Fitz paid no attention; he rolled the strap together and put it in his pocket and from another pocket took out a gun which he gave to Chrisy. “It’s loaded. Hold it like this.” He put Chrisy’s black, strong finger carefully around it. Then he and Woody were running along the hall again.
It was, of course, by then a futile search. Fitz knew it; Woody knew it, but they had to search just the same. Reveller joined them but was not in the faintest degree interested and returned presently to sit down at the side door, yawning and watching the flashlight. “What I need,” said Caroline once, looking at Sister Britches, “is a watch dog.” She said it with blue lips; but her eyes softened lovingly as Sister Britches came to her.
They found no one; whoever had been there had slid away into the heavy shrubbery, before Woody and Caroline had more than reached the stable path. There were a dozen, a hundred ways to escape the place unobserved, to reach thicket after thicket of shrubs; to take refuge in the pine woods or make a furtive way across the fields.
“Hundreds of ways,” Woody said. “If the police’d get here …”
They hadn’t come; they hadn’t telephoned to inquire; it developed later that the man at the desk that night had decided, on his own, that it was simply another ruse, another trick to draw attention from Sue. Besides the sheriff and Captain Henley and all available troopers were in the Luddington woods.
“It wouldn’t help if they did come,” Fitz said.
Woody, angrily, agreed. “They wouldn’t believe us anyway. Chrisy, did you see anybody at all?”
Chrisy shook her head. Except for the strap there was no visible proof of that presence. Woody held it to Sister Britches who sniffed it without interest, looked fondly at Fitz, the man who had cuffed her and gave an ingratiating wave of her stern. Reveller by then under the couch, sighed and stretched.
“What do you keep those dogs for, Aunt Caroline …” began Woody in exasperation and even Caroline gave a reproving look at Sister Britches. “If it had been a rabbit,” she said weakly but stopped.
“How about phoning the police again?” said Woody and Fitz said, “They’re at Luddingtons’. You didn’t know …” and told them what he knew of Sam Bronson.

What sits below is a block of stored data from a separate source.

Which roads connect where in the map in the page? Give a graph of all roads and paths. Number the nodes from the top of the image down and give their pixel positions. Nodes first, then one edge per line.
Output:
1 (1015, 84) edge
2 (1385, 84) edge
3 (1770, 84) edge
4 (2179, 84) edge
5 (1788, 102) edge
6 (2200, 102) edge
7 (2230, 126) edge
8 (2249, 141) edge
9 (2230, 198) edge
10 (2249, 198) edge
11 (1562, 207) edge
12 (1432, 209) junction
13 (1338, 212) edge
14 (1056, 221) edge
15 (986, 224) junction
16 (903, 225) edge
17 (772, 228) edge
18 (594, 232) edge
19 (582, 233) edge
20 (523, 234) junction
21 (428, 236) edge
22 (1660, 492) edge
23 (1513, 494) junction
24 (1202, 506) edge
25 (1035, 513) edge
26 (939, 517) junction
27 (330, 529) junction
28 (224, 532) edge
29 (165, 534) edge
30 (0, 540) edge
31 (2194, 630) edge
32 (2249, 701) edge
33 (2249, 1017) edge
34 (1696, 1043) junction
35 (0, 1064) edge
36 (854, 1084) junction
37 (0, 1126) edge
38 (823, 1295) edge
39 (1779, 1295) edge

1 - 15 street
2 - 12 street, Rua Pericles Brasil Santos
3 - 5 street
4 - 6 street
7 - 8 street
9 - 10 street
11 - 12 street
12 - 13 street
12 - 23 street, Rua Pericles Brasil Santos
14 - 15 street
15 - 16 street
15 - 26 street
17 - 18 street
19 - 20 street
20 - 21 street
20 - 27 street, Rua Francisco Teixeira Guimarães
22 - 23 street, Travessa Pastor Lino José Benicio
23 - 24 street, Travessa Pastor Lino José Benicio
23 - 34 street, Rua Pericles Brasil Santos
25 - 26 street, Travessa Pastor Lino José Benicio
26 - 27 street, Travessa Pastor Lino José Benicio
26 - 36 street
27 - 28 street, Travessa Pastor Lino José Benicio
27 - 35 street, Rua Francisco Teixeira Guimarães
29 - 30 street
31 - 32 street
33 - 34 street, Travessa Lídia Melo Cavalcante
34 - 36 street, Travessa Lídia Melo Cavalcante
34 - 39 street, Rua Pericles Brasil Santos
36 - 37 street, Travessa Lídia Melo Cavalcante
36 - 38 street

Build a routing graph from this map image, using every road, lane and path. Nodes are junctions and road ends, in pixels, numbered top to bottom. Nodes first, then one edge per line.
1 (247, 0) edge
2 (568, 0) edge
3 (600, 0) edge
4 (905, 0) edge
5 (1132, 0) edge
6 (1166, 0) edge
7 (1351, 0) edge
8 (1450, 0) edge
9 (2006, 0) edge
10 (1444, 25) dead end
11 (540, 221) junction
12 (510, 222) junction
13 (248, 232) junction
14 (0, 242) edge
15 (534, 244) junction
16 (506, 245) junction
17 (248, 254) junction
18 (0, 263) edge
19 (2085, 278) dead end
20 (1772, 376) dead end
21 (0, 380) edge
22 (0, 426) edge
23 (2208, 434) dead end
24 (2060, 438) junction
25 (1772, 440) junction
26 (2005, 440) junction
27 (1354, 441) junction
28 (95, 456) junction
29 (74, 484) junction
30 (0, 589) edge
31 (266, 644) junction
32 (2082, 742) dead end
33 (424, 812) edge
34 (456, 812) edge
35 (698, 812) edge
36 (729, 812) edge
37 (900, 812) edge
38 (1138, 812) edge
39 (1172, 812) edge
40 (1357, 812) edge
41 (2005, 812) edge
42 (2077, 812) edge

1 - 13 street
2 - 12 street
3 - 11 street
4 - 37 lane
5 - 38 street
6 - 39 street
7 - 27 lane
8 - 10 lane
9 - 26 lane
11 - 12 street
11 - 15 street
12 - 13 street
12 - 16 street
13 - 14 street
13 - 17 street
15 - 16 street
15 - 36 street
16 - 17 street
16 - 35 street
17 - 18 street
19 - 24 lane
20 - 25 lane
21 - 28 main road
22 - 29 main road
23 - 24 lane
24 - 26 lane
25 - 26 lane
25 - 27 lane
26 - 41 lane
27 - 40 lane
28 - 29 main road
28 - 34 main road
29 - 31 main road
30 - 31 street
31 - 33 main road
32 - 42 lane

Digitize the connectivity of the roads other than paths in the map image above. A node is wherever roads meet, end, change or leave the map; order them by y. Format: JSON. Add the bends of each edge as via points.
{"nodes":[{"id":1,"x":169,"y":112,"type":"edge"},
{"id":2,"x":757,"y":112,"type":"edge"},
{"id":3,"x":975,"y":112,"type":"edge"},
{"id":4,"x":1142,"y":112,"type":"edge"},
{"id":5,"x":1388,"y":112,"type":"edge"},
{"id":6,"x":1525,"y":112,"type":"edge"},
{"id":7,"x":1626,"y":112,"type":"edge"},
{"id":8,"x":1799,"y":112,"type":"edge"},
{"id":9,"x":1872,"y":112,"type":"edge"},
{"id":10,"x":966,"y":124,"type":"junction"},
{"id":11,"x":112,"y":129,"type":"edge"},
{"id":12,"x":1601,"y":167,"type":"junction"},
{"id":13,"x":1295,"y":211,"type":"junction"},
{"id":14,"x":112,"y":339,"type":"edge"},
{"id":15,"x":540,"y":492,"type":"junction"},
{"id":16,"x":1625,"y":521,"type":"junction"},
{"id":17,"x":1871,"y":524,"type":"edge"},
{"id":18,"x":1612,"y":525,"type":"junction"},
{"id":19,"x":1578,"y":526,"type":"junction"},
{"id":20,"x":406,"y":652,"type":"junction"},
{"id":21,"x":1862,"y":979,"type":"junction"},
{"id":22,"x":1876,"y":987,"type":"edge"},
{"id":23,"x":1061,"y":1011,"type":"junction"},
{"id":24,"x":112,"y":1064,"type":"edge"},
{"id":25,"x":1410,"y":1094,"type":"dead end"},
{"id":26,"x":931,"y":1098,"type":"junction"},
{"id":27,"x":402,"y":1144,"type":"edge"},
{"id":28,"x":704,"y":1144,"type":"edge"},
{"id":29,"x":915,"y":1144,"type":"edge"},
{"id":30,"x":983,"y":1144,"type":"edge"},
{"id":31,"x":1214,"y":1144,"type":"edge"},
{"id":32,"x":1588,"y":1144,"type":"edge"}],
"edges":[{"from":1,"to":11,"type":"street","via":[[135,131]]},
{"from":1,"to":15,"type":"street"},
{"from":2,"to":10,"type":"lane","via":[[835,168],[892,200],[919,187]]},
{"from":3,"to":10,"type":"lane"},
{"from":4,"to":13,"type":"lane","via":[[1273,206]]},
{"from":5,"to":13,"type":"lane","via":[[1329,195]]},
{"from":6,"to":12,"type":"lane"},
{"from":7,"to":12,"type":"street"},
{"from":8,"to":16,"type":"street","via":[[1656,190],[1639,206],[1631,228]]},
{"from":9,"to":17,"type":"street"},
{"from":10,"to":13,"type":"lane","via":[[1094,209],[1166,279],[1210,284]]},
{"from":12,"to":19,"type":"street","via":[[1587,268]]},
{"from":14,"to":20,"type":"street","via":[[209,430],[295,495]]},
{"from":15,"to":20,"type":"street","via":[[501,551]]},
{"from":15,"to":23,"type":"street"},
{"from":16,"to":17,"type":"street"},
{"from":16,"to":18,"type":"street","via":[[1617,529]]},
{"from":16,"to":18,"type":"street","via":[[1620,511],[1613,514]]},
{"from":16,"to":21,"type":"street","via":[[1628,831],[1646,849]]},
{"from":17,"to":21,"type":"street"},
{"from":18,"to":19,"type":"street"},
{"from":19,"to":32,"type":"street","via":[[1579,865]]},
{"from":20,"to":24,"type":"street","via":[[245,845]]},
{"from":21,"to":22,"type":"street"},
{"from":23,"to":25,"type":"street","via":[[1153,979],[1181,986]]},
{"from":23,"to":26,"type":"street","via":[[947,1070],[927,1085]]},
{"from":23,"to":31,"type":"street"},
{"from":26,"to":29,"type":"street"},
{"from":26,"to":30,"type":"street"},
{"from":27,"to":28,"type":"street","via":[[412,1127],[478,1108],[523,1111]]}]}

He had been found in the Luddington woods that afternoon late, by some troopers. He had been shot through the head. As far as Fitz knew they had not found the gun and had not extracted the bullet; perhaps it was not there to extract. He’d been dead, according to the coroner, for some days, it wasn’t definite. Wat had telephoned Fitz; he had gone at once to the Luddingtons’. Jed was there, had been there with Wat most of the afternoon. The police questioned Wat and Ruby and they knew nothing; they were beginning on the servants and stablemen when Fitz had left. The body might have remained there for years; it was not far from the stream which Sue had crossed on her way to see Dr. Luddington and where she had seen a rider. The troopers had been requested by the sheriff to try to find hoofprints in the clay along the bank; if so, to make a moulage of them. They had found no hoofprints that were sufficiently well defined for a comparison with anything (and the sheriff had said that the hoofprints in the pine woods had proved to be too blurred and confused to show identifying marks, too, Fitz told them parenthetically) but they had found Sam Bronson—still in riding breeches and a turtle-neck sweater, but his eyes were no longer alert. It was then nearly dusk.
Chrisy was muttering, and rocking her vast blue chambray bulk to and fro.